Dynamic and Stable Cohesins Regulate Synaptonemal Complex Assembly and Chromosome Segregation

• Published in: Current biology Vol. 26; no. 13; pp. 1688 - 1698
• Main Authors: Gyuricza, Mercedes R., Manheimer, Kathryn B., Apte, Vandana, Krishnan, Badri, Joyce, Eric F., McKee, Bruce D., McKim, Kim S.
• Format: Journal Article
• Language: English
• Published: England Elsevier Ltd 11.07.2016
• Subjects: Animals; Cell Cycle Proteins - genetics; Cell Cycle Proteins - metabolism; Chromosomal Proteins, Non-Histone - genetics; Chromosomal Proteins, Non-Histone - metabolism; Chromosome Pairing; Chromosome Segregation; cohesin; Cohesins; cohesion; Drosophila melanogaster - genetics; Drosophila melanogaster - metabolism; Female; Gene Expression Regulation; Insect Proteins - genetics; Insect Proteins - metabolism; meiosis; synaptonemal complex; Synaptonemal Complex - genetics; cohesin; meiosis; cohesion; chromosome segregation; synaptonemal complex
• ISSN: 0960-9822; 1879-0445
• DOI: 10.1016/j.cub.2016.05.006

Assembly of the synaptonemal complex (SC) in Drosophila depends on two independent pathways defined by the chromosome axis proteins C(2)M and ORD. Because C(2)M encodes a Kleisin-like protein and ORD is required for sister-chromatid cohesion, we tested the hypothesis that these two SC assembly pathways depend on two cohesin complexes.

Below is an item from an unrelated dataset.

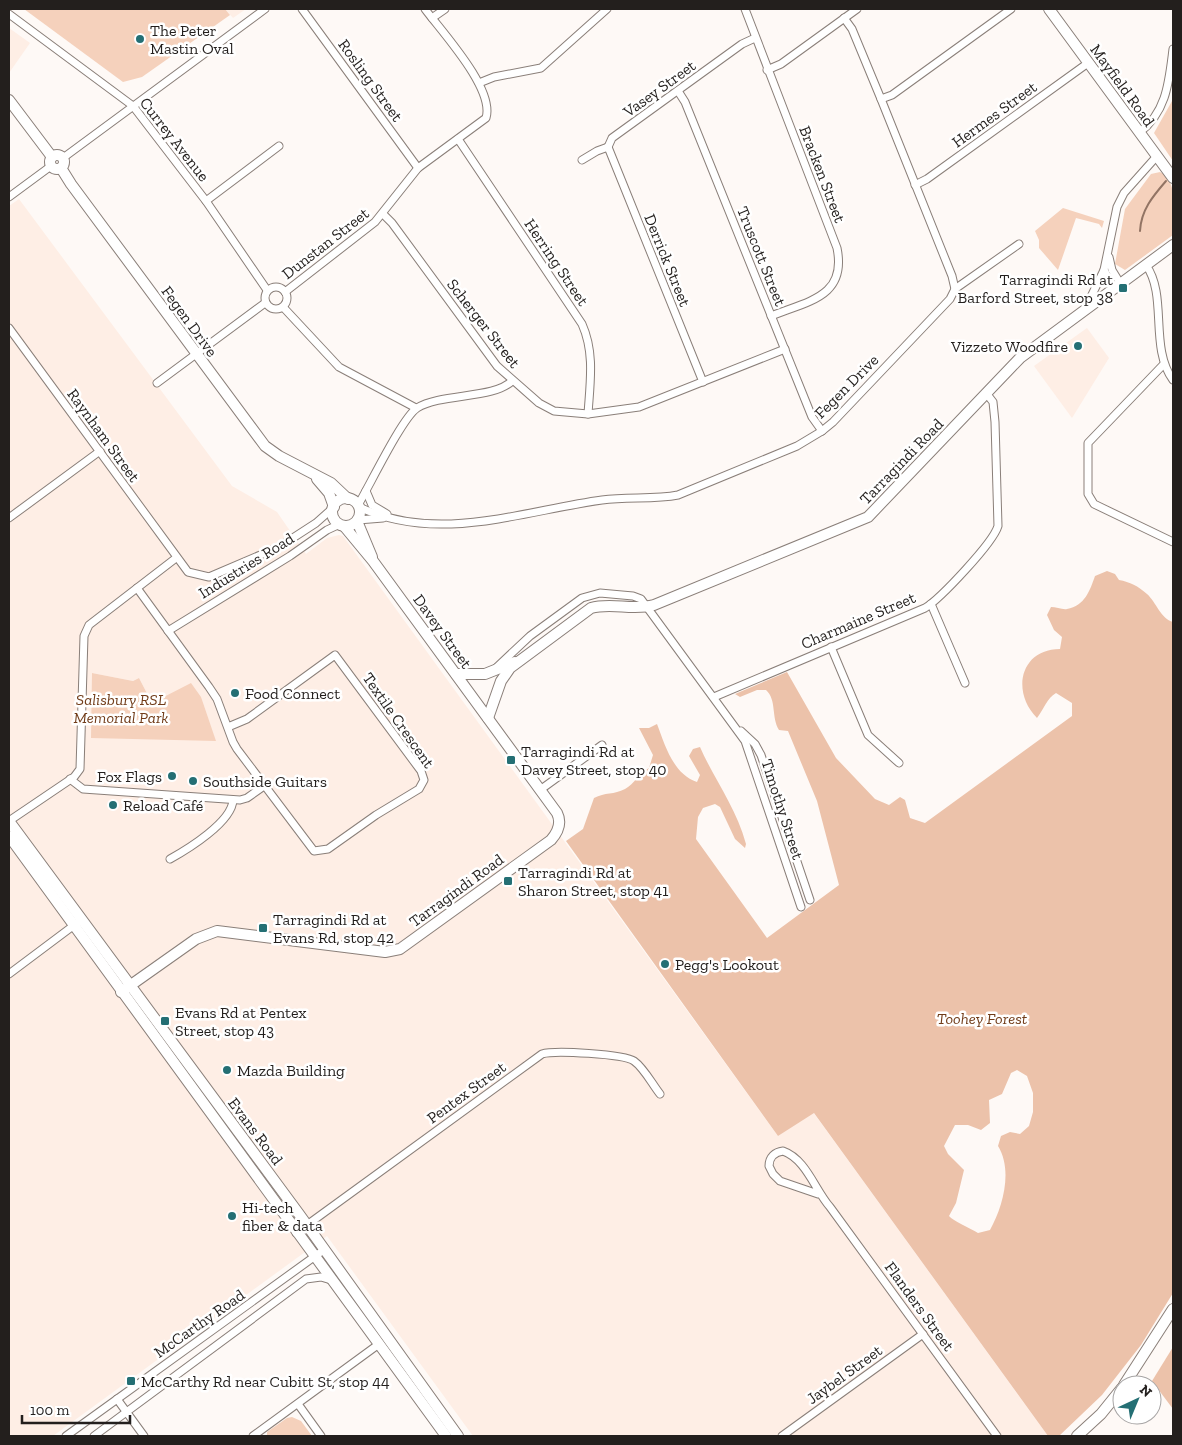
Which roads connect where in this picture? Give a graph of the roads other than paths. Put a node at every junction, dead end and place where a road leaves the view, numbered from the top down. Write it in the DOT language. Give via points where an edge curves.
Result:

Through single- and double-mutant analysis to study the mitotic cohesion proteins Stromalin (SA) and Nipped-B (SCC2) in meiosis, we provide evidence that there are at least two meiosis-specific cohesin complexes. One complex depends on C(2)M, SA, and Nipped-B. Despite the presence of mitotic cohesins SA and Nipped-B, this pathway has only a minor role in meiotic sister-centromere cohesion and is primarily required for homolog interactions. C(2)M is continuously incorporated into pachytene chromosomes even though SC assembly is complete. In contrast, the second complex, which depends on meiosis-specific proteins SOLO, SUNN, and ORD is required for sister-chromatid cohesion, localizes to the centromeres and is not incorporated during prophase. Our results show that the two cohesin complexes have unique functions and are regulated differently. Multiple cohesin complexes may provide the diversity of activities required by the meiotic cell. For example, a dynamic complex may allow the chromosomes to regulate meiotic recombination, and a stable complex may be required for sister-chromatid cohesion. [Display omitted] •Synaptonemal complex assembly depends on two meiosis-specific cohesin complexes•One complex is required for homolog interactions and crossing over•This cohesin complex is maintained with subunit turnover during pachytene•The other complex is required for cohesion and crossing over Gyuricza et al. find that synaptonemal complex assembly depends on two cohesin complexes. One complex is required only for interhomolog interactions, and the other is required for sister-chromatid interactions. The interhomolog cohesin complex is surprisingly dynamic, which may facilitate regulating SC assembly and crossover formation.